During 1999, both Klein and Schwartz agreed that it was time to seek out expansion via a merger or an alliance. In October, the company hired investment firm Lazard Freres & Co. to organize a deal. With a billion dollar price tag however, Calvin Klein was unable to find a suitable partner. and in April 2000 the firm took itself off of the market. Klein commented on the process in a June 2000 DNR article, claiming that “a year ago we decided to explore strategic options for the company. We wanted to see how we can take the company to the next step. It gave us the opportunity to talk to various partners and explore opportunities and take the business to the next level.” Klein went on to say, “We decided to remain a private company because we thought we could do it better on our own.”

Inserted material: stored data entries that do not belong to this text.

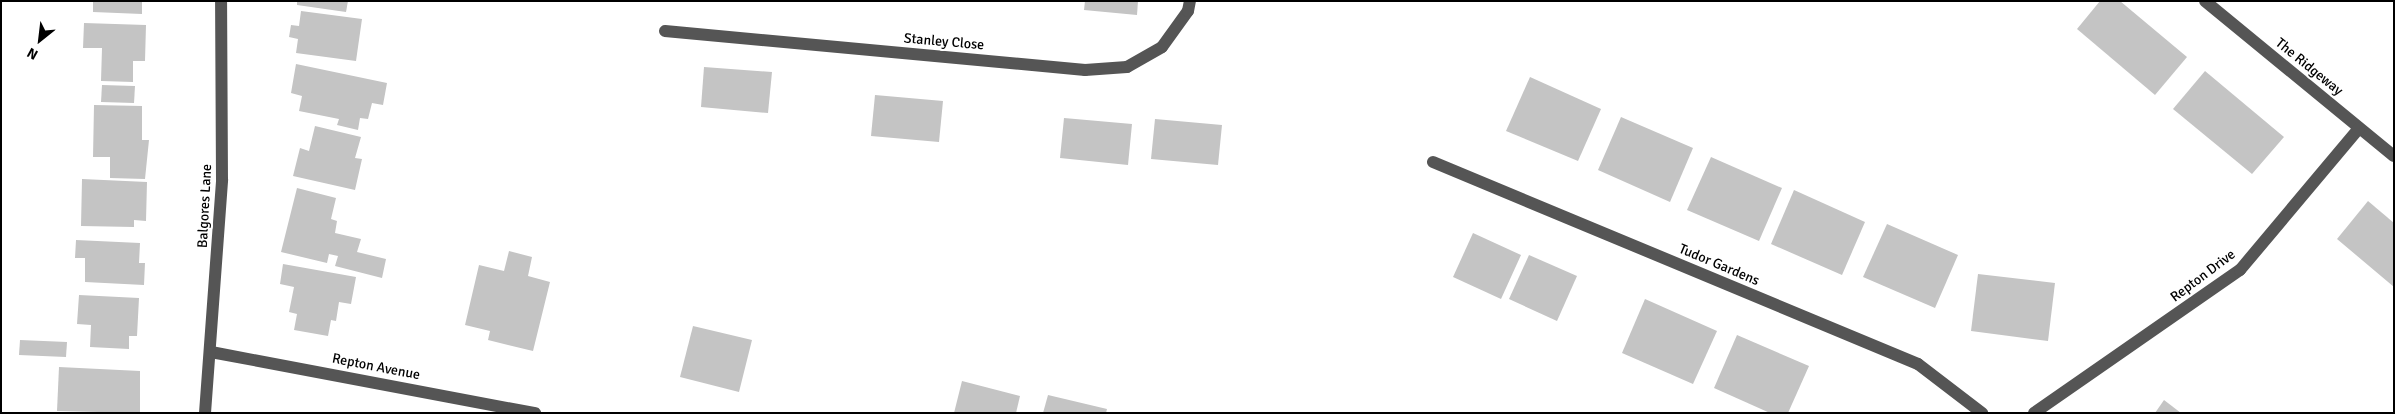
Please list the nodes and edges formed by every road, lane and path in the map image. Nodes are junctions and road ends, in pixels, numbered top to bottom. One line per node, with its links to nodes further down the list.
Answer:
1 (221, 1): 8 (street, Balgores Lane)
2 (1190, 1): 4 (street, Stanley Close)
3 (2205, 1): 5 (street, The Ridgeway)
4 (665, 31)
5 (2359, 128): 6 (street, The Ridgeway); 12 (street, Repton Drive)
6 (2394, 156)
7 (1433, 162): 11 (street, Tudor Gardens)
8 (211, 352): 9 (street, Balgores Lane); 10 (street, Repton Avenue)
9 (204, 413)
10 (534, 413)
11 (1982, 413)
12 (2034, 413)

During that same time period, Klein filed suit against his largest licensee, the Warnaco Group Inc. and its CEO Linda Wachner. Claiming the firm had violated federal trademark laws and breached fiduciary duty and several contracts by distributing its jeans to low-end retailers, Klein hoped to strip Warnaco–on the brink of bankruptcy–of its licensing rights. Warnaco on the other hand, claimed that Klein had been fully aware of its distribution practices for years and they stood to lose millions if the suit favored Klein. In 1999, one-third of the company’s revenues and cash flow was attributed to the sale of Calvin Klein jeans. Relations became even more strained between the two companies when Wachner filed a libel suit against Klein for comments made in several speeches and on the television show Larry King Live. The two appeared in court in January 2001 but came to an amicable resolution before the proceedings began.

In late 2002, Calvin Klein, Inc. caught the eye of Phillips-Van Heusen Corporation (PVH), a company looking to acquire a major brand. As the largest shirtmaker in the United States, PVH owned the Van Heusen, IZOD, and G.H Bass brands and had licensing agreements with Geoffrey Beene, Arrow, DKNY, and Kenneth Cole. Under the leadership of CEO Bruce Klatsky, PVH made a play for Calvin Klein and eventually won the battle. A 2002 New York Times article reported that the union would “give Van Heusen what Mr. Klatsky called the best-known apparel label in the world, and will give Calvin Klein, who will stay on with the new company, the financial resources to further expand his name in Asia and Europe. The purchase will also free the designer to worry more about aesthetics and less about production and bookkeeping.”

Under the terms of the deal, Klein remained a design consultant for Calvin Klein, Inc. while PVH retained 100 percent ownership of the firm. The $430 million cash and stock deal also included royalty payments to Klein through 2018. Completed in February 2003, the acquisition marked a new era for the brand. For the first time, Klein did not have complete control over the products sold under his name, and his partner Schwartz had retired. After questionable behavior in March at a Knicks basketball game in New York was made public, Klein announced he was again seeking professional help for substance abuse. Both PVH management and Klein claimed it would not affect his role with the company.

In March 2003, Calvin Klein announced a licensing agreement with Vestimenta S.p.A. in which the Italy-based concern would manufacture and distribute the Calvin Klein Collection line. PVH also planned to launch a new Calvin Klein men’s sportswear line in 2004. While Calvin Klein would no doubt continue as a leading brand for years to come, the results of its new ownership and management structure remained to be seen.